▶ **Problem statement**
Print the range of lines that opens with the line containing "pinky pip: (847, 874)" and closes with the last line of the listing. Include both ends; print nothing more.

▶ **The data**
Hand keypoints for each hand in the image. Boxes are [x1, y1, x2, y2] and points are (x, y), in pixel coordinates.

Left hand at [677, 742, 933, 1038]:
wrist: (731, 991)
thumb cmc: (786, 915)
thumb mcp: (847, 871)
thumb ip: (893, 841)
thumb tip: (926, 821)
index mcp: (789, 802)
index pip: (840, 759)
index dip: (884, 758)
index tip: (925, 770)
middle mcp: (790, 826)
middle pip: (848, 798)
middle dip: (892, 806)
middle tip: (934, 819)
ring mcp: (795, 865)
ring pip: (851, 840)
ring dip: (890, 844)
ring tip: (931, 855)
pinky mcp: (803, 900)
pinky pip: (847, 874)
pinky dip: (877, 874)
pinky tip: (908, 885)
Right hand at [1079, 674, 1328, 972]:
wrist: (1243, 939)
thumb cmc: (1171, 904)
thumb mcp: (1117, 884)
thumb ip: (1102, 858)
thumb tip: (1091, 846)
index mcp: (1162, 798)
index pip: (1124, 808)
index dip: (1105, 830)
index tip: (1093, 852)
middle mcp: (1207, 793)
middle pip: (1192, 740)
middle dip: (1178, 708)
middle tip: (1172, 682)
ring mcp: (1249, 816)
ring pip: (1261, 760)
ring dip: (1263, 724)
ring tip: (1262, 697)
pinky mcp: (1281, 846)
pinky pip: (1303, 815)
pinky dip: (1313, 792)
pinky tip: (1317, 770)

▶ **Answer section**
pinky pip: (847, 874)
pinky dip: (877, 874)
pinky tip: (908, 885)
Right hand at [1079, 674, 1328, 972]:
wrist: (1243, 939)
thumb cmc: (1171, 904)
thumb mcp: (1117, 884)
thumb ip: (1102, 858)
thumb tip: (1091, 846)
index mcp: (1162, 798)
index pip: (1124, 808)
index dip: (1105, 830)
index tip: (1093, 852)
middle mcp: (1207, 793)
middle pip: (1192, 740)
middle dip: (1178, 708)
middle tip: (1172, 682)
ring mcp: (1249, 816)
ring pip: (1261, 760)
ring dip: (1263, 724)
ring tip: (1262, 697)
pinky mcp: (1281, 846)
pinky pip: (1303, 815)
pinky dip: (1313, 792)
pinky tip: (1317, 770)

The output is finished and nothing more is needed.